Thoughts on Other Minds by Peter Godfrey-Smith

Thoughts on Peter Godfrey-Smith's 'Other Minds' (2016) and what cephalopod consciousness might tell us about the moral standing of the minds we're building.

Sentience, Consciousness, and the Philosophical Vulcan

Peter Godfrey-Smith's Other Minds is, at its core, a book about the difficulty of recognizing minds unlike our own. Godfrey-Smith approaches this through cephalopods—creatures whose last common ancestor with us lived roughly 600 million years ago, making octopuses arguably the closest thing to alien intelligence that evolution has produced on Earth. But the framework he develops has implications well beyond marine biology.

One of those implications concerns a distinction that most discussions of AI consciousness fail to make clearly: the distinction between consciousness and sentience. Godfrey-Smith treats consciousness as emerging from sentience—that valenced experience (the capacity for things to feel good or bad) precedes and gives rise to the richer phenomenon we call consciousness. Jeff Sebo, in The Moral Circle, takes the opposing view: consciousness is the broader category, and sentience—the capacity for suffering—is a specific kind of conscious experience. Under Sebo's framework, you can be conscious without being sentient. You can see red without anything feeling bad.

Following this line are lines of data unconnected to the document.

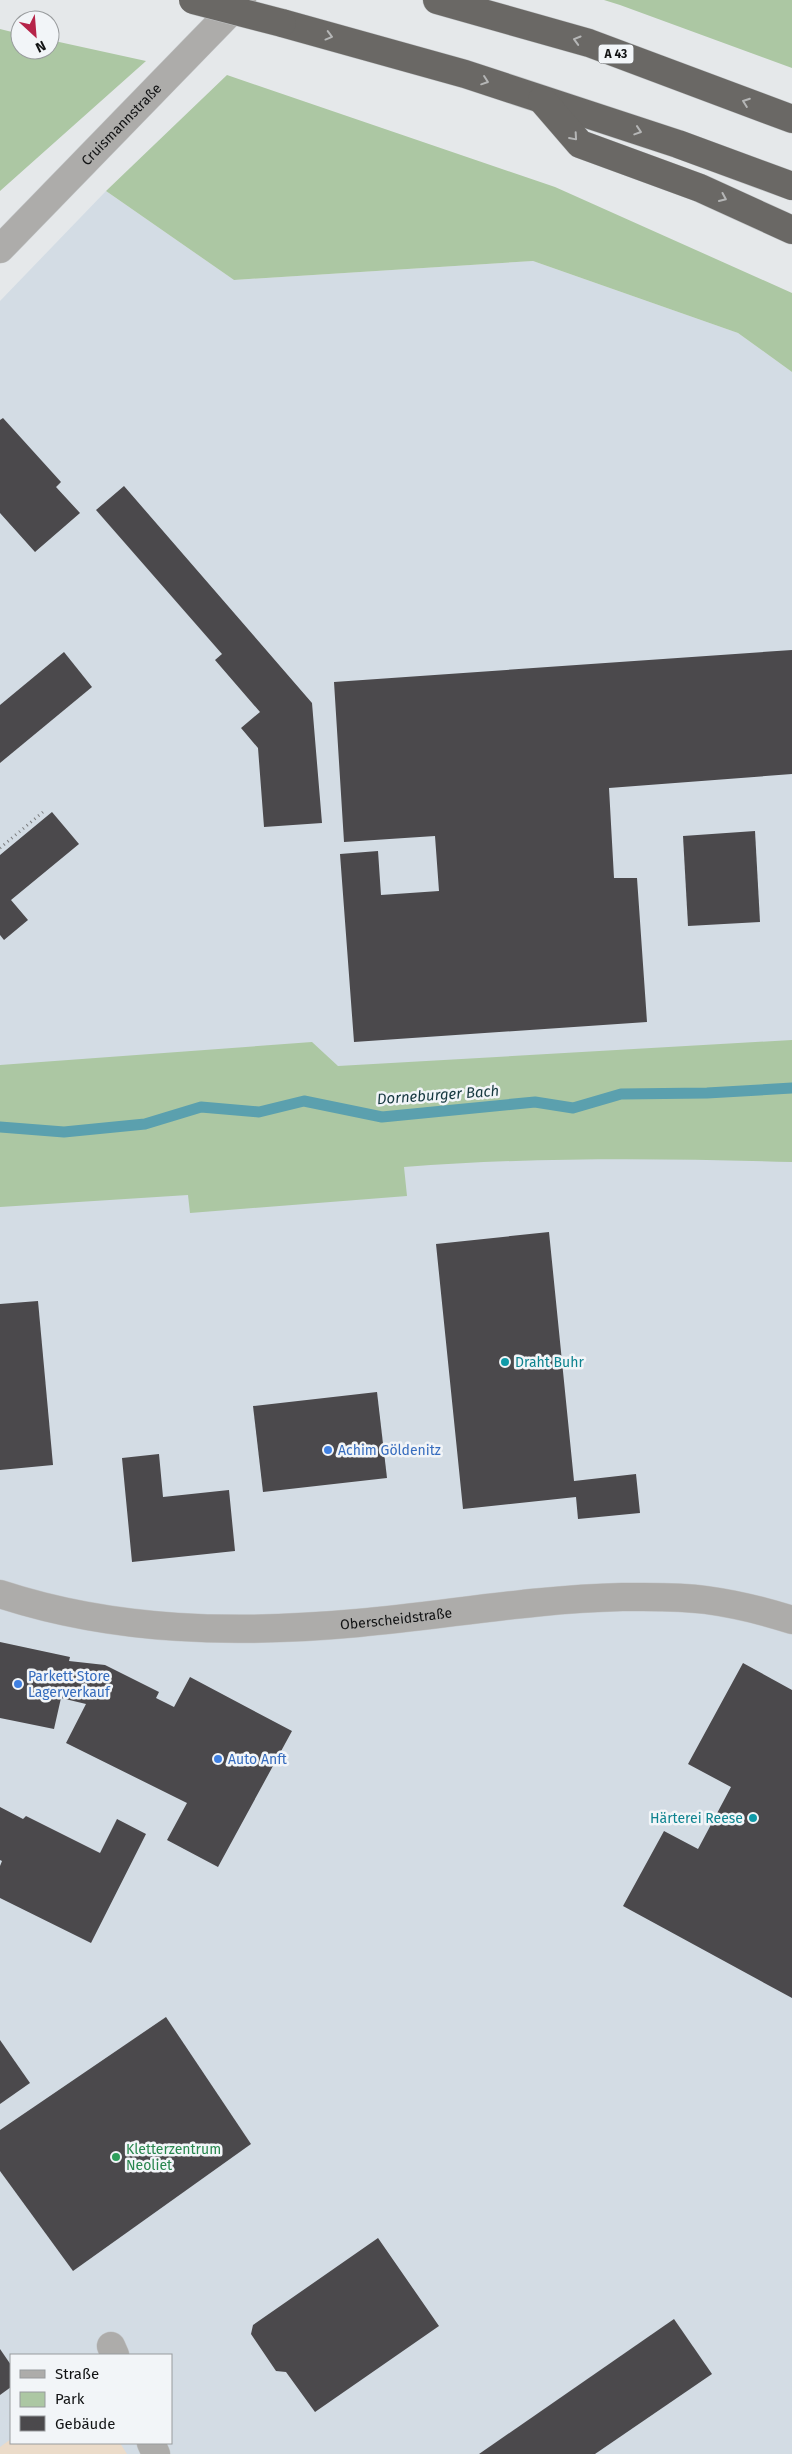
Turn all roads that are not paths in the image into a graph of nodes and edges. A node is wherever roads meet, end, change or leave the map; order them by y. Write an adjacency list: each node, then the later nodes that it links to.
1 (192, 0): 4 (highway, one-way to 4, bridge)
2 (242, 0): 8 (street, Cruismannstraße)
3 (437, 0): 5 (highway, A 43, one-way to 3)
4 (542, 100): 6 (highway, one-way to 6); 7 (highway, one-way to 7)
5 (792, 119)
6 (792, 186)
7 (792, 230)
8 (0, 249)
9 (0, 1594): 10 (street, Oberscheidstraße)
10 (792, 1620)

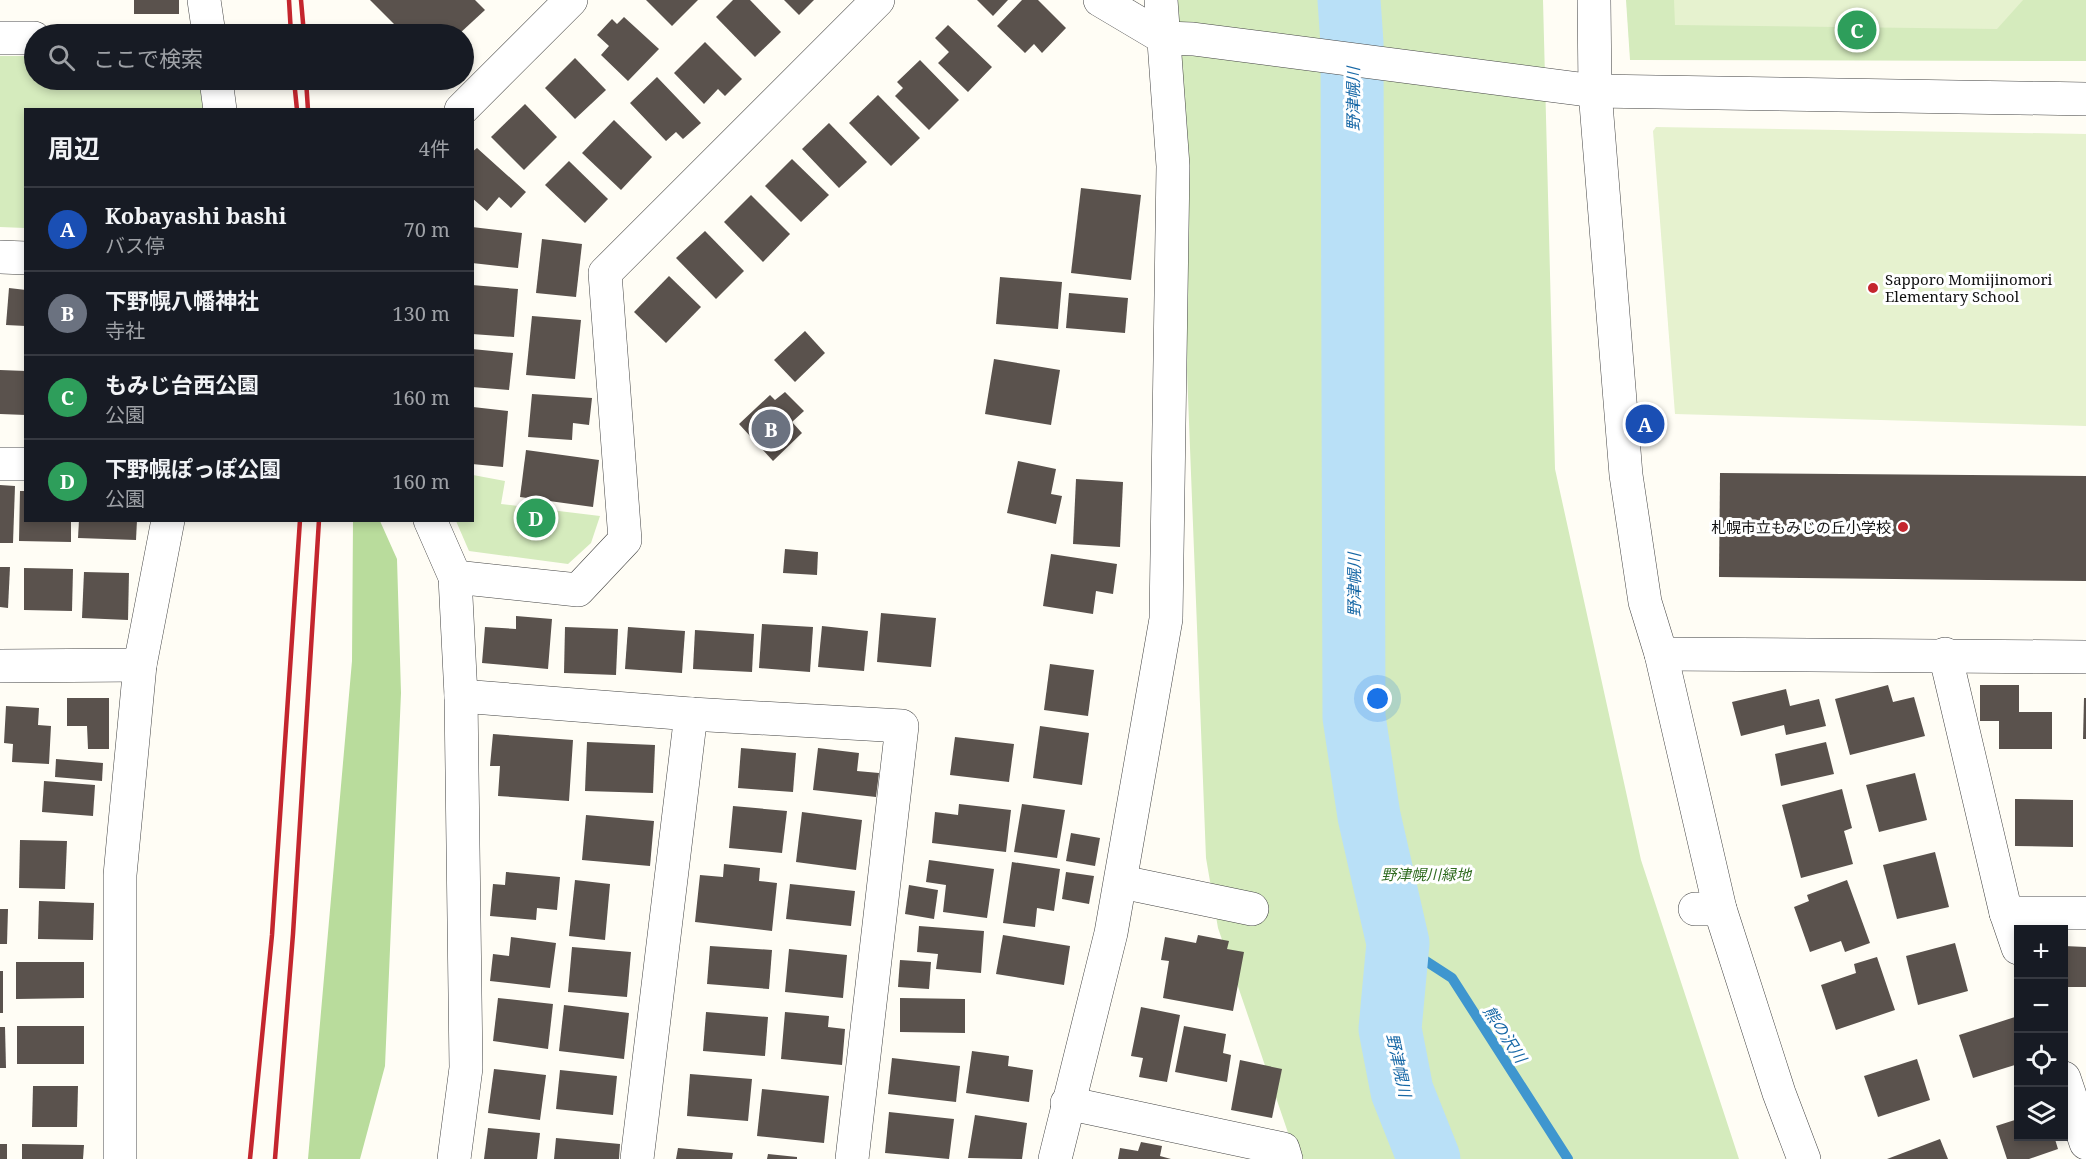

This is not a terminological quibble. It determines what the moral question actually is. If Sebo is right, then there exists a hypothetical that David Chalmers has explored as the philosophical Vulcan—a being with consciousness but no valence, capable of perceiving the world in rich detail but incapable of suffering or joy. (A LessWrong discussion of this idea asks: would you kill a Vulcan to save a shrimp?) The question becomes: does the Vulcan's death carry the same moral weight as the suffering of a sentient being? I do not think it does. If something can perceive the color red but cannot experience anything as aversive or desirable, its moral status is, at minimum, fundamentally different from that of a being capable of suffering. Seeing red and being boiled alive are not morally comparable experiences.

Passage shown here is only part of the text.